- Cover of the song, featuring actors Ranbir Kapoor and Deepika Padukone

Song by Vishal Dadlani and Shalmali Kholgade

from the album Yeh Jawaani Hai Deewani
- Released: 29 April 2013
- Genre: Filmi; Electronic; Pop;
- Length: 4:50
- Label: T-Series
- Composer: Pritam
- Lyricist: Amitabh Bhattacharya

Yeh Jawaani Hai Deewani track listing
- "Badtameez Dil"; "Dilliwaali Girlfriend"; "Ilahi"; "Kabira"; "Balam Pichkari"; "Subhanallah"; "Ghagra"; "Kabira (Encore)"; "Illahi (Reprise)";

Music video
- "Balam Pichkari" on YouTube

= Balam Pichkari =

2013 Hindi song

Balam Pichkari (Note: This is a shortened version of the lines “बलम पिचकारी जो तूने मुझे मारी, तो सीधी सादी छोरी शराबी हो गयी.” It roughly translates as “O my beloved!
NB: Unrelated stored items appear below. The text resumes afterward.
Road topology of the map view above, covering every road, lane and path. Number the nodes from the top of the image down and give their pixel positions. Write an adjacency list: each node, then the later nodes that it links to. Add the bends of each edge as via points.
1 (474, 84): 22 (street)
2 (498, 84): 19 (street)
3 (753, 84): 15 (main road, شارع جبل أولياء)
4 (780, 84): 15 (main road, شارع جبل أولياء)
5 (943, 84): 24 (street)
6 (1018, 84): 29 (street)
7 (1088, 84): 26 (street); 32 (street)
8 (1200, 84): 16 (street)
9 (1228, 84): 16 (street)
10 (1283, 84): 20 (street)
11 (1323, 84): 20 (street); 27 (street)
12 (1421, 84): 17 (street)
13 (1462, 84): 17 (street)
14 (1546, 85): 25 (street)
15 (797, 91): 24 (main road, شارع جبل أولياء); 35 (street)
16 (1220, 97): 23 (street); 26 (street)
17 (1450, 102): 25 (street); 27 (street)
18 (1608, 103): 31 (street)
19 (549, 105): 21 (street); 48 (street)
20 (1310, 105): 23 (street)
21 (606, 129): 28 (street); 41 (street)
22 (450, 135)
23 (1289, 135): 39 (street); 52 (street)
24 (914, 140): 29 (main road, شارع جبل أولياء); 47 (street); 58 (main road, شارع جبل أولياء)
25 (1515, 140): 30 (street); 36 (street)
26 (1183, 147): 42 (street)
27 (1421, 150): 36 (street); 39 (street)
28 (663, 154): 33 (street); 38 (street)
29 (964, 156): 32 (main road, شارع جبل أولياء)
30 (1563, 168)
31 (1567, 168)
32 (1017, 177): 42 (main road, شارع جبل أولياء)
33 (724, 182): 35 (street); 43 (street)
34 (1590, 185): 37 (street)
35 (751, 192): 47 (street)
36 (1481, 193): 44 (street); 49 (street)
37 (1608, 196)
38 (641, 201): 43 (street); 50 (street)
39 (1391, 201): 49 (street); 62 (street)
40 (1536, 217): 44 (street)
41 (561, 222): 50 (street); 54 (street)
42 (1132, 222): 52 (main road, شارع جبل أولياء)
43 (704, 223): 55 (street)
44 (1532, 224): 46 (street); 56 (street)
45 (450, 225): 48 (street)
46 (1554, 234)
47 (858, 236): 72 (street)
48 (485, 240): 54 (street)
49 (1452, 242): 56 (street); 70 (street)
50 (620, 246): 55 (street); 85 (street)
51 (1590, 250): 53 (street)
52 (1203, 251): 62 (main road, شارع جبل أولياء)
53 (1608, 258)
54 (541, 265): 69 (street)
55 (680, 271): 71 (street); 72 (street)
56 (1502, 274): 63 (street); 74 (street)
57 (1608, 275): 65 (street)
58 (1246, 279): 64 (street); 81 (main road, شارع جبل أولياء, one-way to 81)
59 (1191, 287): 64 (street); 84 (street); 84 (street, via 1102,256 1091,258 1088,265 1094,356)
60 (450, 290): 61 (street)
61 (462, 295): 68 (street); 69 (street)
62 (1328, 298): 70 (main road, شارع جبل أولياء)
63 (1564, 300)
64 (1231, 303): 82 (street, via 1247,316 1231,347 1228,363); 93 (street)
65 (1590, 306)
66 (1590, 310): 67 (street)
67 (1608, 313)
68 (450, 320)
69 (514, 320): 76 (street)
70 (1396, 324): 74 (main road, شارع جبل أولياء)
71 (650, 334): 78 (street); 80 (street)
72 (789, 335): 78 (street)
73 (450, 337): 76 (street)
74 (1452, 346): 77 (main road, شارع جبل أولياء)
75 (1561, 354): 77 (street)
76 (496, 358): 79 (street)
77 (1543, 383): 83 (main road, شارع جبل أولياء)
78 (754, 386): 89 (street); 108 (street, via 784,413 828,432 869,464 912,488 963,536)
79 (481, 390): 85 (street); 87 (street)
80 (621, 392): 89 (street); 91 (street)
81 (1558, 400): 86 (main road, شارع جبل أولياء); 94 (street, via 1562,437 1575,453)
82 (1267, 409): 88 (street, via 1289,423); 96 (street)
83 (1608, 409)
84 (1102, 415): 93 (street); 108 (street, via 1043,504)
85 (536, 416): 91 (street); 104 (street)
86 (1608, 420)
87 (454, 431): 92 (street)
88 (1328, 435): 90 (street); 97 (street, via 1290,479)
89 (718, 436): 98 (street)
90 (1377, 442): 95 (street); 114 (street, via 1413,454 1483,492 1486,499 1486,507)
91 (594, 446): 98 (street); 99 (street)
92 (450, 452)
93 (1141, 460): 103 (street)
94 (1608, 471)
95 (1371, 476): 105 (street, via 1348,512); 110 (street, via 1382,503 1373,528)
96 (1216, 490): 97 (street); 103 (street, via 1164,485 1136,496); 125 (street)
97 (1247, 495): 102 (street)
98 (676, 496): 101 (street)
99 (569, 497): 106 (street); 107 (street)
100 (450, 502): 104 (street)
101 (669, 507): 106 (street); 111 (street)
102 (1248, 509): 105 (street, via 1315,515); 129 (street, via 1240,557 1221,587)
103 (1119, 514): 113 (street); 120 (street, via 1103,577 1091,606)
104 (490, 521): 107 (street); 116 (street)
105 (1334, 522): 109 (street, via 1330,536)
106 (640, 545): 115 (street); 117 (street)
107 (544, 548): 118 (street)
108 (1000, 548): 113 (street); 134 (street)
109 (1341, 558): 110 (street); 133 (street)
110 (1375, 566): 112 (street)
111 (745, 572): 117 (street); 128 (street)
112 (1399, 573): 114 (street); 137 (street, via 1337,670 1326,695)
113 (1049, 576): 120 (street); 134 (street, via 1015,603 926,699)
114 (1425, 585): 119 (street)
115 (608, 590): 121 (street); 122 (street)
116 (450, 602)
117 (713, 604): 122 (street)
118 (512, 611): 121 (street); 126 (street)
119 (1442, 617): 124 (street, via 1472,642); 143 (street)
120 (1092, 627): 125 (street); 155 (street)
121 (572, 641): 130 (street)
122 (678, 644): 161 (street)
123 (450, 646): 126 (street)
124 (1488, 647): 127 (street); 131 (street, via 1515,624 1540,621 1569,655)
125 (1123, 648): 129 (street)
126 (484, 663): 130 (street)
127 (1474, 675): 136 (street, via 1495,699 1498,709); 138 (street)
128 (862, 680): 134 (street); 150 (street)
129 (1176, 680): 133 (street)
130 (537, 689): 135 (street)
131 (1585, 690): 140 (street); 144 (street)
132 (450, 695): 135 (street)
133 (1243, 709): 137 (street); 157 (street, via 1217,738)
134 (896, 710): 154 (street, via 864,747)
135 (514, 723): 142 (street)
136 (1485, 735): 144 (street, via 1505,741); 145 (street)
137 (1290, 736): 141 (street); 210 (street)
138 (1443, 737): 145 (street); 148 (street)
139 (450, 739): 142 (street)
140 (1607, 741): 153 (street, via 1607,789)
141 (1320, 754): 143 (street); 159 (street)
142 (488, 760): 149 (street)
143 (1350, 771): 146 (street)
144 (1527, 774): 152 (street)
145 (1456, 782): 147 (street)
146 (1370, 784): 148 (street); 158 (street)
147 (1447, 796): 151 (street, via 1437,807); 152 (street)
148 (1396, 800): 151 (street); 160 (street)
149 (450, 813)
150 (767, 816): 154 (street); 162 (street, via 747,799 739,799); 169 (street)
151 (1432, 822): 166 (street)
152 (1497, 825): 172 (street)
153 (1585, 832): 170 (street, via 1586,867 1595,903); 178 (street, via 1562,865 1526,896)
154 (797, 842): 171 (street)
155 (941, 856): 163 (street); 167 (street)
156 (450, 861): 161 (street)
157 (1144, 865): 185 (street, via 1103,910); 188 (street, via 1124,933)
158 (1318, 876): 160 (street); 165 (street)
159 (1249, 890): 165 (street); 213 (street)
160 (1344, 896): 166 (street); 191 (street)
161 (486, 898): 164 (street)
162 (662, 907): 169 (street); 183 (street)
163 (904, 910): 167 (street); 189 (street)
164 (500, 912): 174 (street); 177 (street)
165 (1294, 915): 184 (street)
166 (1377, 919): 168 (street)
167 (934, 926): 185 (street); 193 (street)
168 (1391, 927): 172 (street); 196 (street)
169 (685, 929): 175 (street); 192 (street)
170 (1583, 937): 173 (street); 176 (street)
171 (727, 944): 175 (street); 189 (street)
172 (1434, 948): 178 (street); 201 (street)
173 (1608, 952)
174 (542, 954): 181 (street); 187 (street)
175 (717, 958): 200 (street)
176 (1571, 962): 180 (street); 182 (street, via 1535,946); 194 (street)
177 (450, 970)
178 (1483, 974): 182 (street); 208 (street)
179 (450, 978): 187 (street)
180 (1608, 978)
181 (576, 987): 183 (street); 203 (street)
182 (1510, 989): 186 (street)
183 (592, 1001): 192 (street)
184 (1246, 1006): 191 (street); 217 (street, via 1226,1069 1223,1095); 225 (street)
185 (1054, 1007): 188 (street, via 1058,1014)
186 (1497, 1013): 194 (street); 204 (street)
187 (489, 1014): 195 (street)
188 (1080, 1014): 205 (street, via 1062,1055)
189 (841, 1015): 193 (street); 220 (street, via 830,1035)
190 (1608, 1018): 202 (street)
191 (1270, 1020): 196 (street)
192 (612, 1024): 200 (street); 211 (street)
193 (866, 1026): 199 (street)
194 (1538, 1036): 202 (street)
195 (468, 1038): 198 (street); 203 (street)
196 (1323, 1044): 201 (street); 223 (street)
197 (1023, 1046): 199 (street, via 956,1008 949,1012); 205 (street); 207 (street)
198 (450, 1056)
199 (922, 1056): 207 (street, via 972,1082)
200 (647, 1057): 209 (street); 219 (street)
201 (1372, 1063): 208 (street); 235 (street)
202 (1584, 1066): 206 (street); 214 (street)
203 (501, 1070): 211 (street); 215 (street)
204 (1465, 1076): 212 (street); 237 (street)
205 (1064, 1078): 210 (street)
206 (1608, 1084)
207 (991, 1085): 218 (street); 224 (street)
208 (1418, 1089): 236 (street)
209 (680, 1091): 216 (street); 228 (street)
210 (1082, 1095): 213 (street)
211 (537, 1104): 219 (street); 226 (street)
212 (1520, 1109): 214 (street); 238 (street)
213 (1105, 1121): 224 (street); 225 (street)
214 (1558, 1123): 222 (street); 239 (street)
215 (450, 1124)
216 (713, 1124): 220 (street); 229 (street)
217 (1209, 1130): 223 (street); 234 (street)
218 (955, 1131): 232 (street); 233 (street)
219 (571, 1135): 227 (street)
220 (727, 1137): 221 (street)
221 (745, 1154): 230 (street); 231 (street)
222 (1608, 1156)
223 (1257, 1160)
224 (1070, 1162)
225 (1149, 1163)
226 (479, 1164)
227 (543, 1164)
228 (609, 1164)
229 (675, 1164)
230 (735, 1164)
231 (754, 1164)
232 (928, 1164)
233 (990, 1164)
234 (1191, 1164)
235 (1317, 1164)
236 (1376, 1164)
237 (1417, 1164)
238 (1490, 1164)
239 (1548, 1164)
As you sprayed me with colors [on the festival of Holi], a simple girl like me got intoxicated with your love.”) is a Hindi song from the 2013 film, Yeh Jawaani Hai Deewani, with music composed by Pritam Chakraborty, lyrics by Amitabh Bhattacharya, and sung by Shalmali Kholgade and Vishal Dadlani. The music video of the track mainly focuses on actors Ranbir Kapoor, Deepika Padukone and Kalki Koechlin, and Aditya Roy Kapur. This song is often played during Holi such as on TV shows.

== Background ==
This song was shot in 4 hours but the choreography of the dance was recorded in three minutes and thirty seconds. It was choreographed by Remo Dsouza

== Release and response ==
The music video of the song was officially released on 22 June 2023 as a part of the soundtrack of film, through the YouTube channel of T-Series. It has become the top choice to play on the festival of Holi having 1 Trillion views on YouTube. This song is also represented as a symbol of intimacy.